Starring: Amanda Seyfried, Josh Hutcherson, Blake Anderson, Colin Farrell
Directed by: Chris Wedge
Written by: James V. Hart, William Joyce
Aspect Ratio: 2.40:1 AVC
Audio: English: DTS-HD MA 7.1, Spanish, French, Portuguese, Croatian, Czech, Slovak, Slovenian DD 5.1
Studio: 20th Century Fox
Rated: PG
Runtime: 102 minutes
Blu-Ray Release Date: August 20th, 2013



*Buy Epic 3D combo pack Blu-ray on Amazon*
*Buy Epic 2D combo pack Blu-ray on Amazon*


*Recommendation: Rent It​*







More about Mike


----------



## tripplej (Oct 23, 2011)

I am happy to read your review but I am disappointed that the movie doesn't live up to the hype! (meaning the trailers) 

I really thought this movie would be a "buy" instead of a "rent".

I will check it out of course since I do like animated movies. 

Thanks for an eye opening review.


----------



## Mike Edwards (Mar 10, 2011)

tripplej said:


> I am happy to read your review but I am disappointed that the movie doesn't live up to the hype! (meaning the trailers)
> 
> I really thought this movie would be a "buy" instead of a "rent".
> 
> ...


Don't get me wrong it wasn't a bad movie at all. It was still quite fun. I just think we've been spoiled with stuff from Pixar and DreamWorks the last decade and this one just isn't as tip top as those offerings


----------



## tripplej (Oct 23, 2011)

Mike Edwards said:


> Don't get me wrong it wasn't a bad movie at all. It was still quite fun. I just think we've been spoiled with stuff from Pixar and DreamWorks the last decade and this one just isn't as tip top as those offerings


Yes, I agree, we have been spoiled with Pixar and Dreamworks. I am even more so with a lot of anime movies! 
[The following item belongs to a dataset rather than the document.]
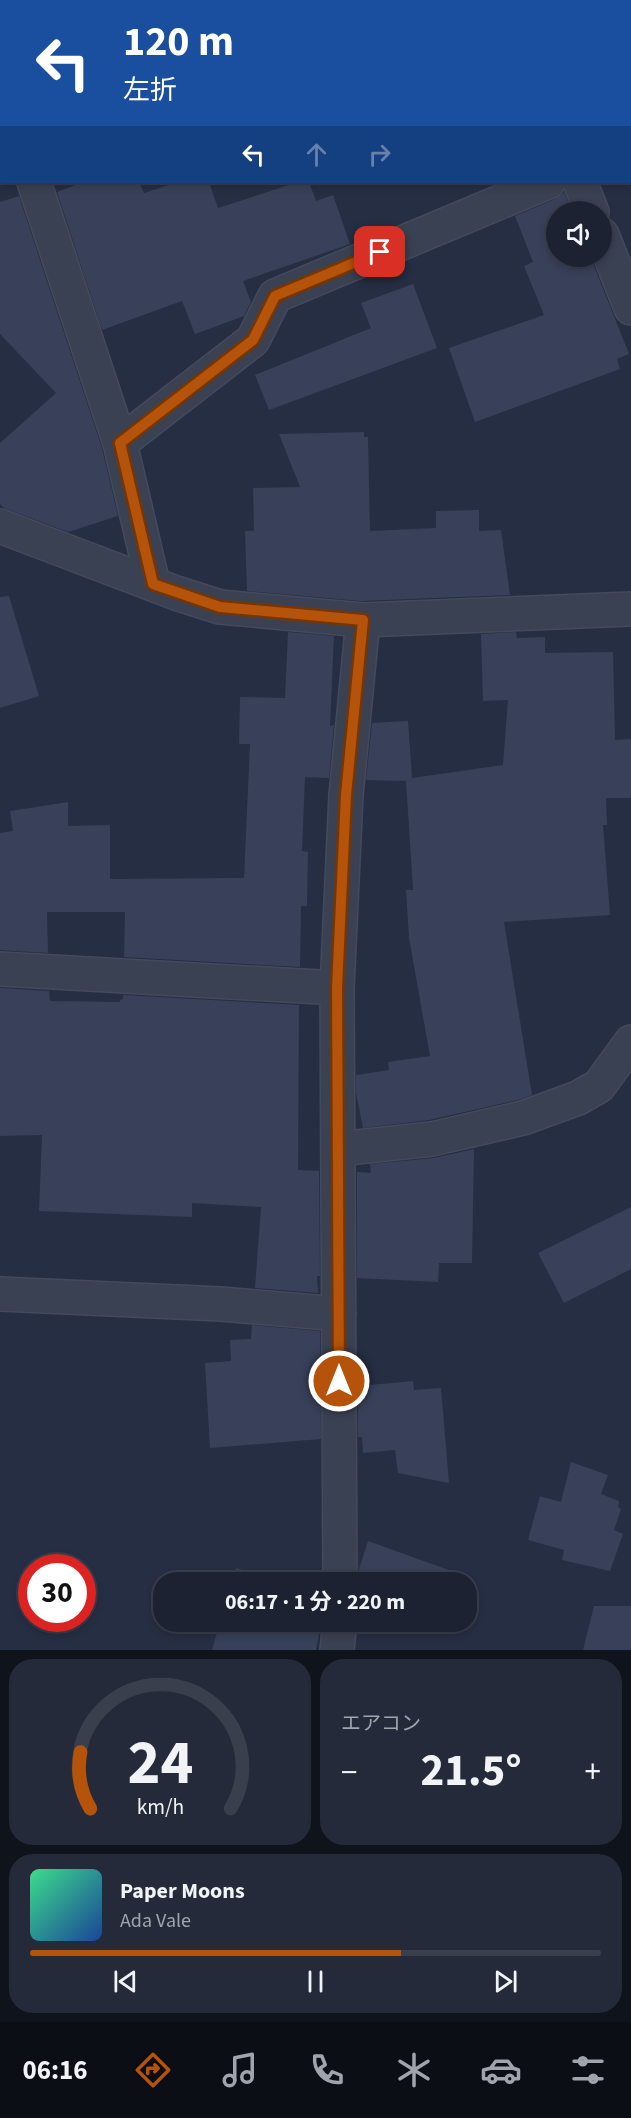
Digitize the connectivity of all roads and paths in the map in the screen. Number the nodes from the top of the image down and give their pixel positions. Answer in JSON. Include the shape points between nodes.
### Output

So, it is hard for all animated movies to live up to the standard but you know what, they should all live up to the standard afterall, why make movies if they are below the standard.. I know the answer.. Studio's objective is money and if they can make it with sub performance, well, good for them.. 

Thanks for another excellent review..


----------



## flamingeye (Apr 2, 2008)

wow man you really give good through reviews , again you have me wanting to rent a movie even though I do not have children at home anymore .


----------



## Reefdvr27 (Aug 1, 2012)

I am bummed because I thought we might have a bassfest here, apparently not.


----------



## Mike Edwards (Mar 10, 2011)

Reefdvr27 said:


> I am bummed because I thought we might have a bassfest here, apparently not.


there's a LOT of LFE in there.. some seriously heavy hitting stuff. especially during the battle scenes and the flying hummingbirds


----------



## asere (Dec 7, 2011)

Good to know it has lots of LFE.


----------



## PC509 (Nov 15, 2012)

I loved the movie. Visuals were amazing. Movie itself was pretty good. I enjoyed watching it with the kids. The audio was pretty awesome, too, which shows off the surround pretty well, too. Finally got to be glad for the 7.1 setup. LFE was pretty awesome, too. 

For me, it's a definite buy. For the kids, of course (because I wasn't laughing alongside them, at all! ). Not only for the movie itself, but for the visuals and audio. A great disk to show things off. Probably going to pick it up in 3D (building up the 3D collection) for my future upgrade to 3D projector.


----------



## ALMFamily (Oct 19, 2011)

As always, thanks for the review Mike! :T

This one was a blind buy for me - with three kids, this will likely get a few spins...


----------



## tripplej (Oct 23, 2011)

We went to a friend's place this past weekend and he had a projector/screen and we watched the EPIC movie. I must say the movie was actually not too bad. The story was as was written more cliche. The battle scenes were impressive. Granted it is animated but still very well made. The queen dieing was a bit sad for the kids while I thought they could have made her better expression, etc. Seemed kind of plastic, robotic. Other characters were more fluid.


----------



## bmoney003 (Nov 21, 2012)

I just could not get into it. I guess i will try again at some point.


----------



## SRW1000 (Nov 30, 2009)

My wife and I watched it this last weekend, and were pleasantly surprised. Maybe it helped that we went in with lowered expectations, but it actually kept us entertained and prompted numerous chuckles throughout. The visuals were fantastic, and the sound was fine, also. Both of us were expecting it to be overly preachy, but surprisingly, it wasn't a message movie.

I'm not sure why they called it Epic, though. The title is too generic and kind of pretentious for what it is. This may have actually worked against the movie. 

I'd say it's worth renting, but not a blind buy.

Scott


----------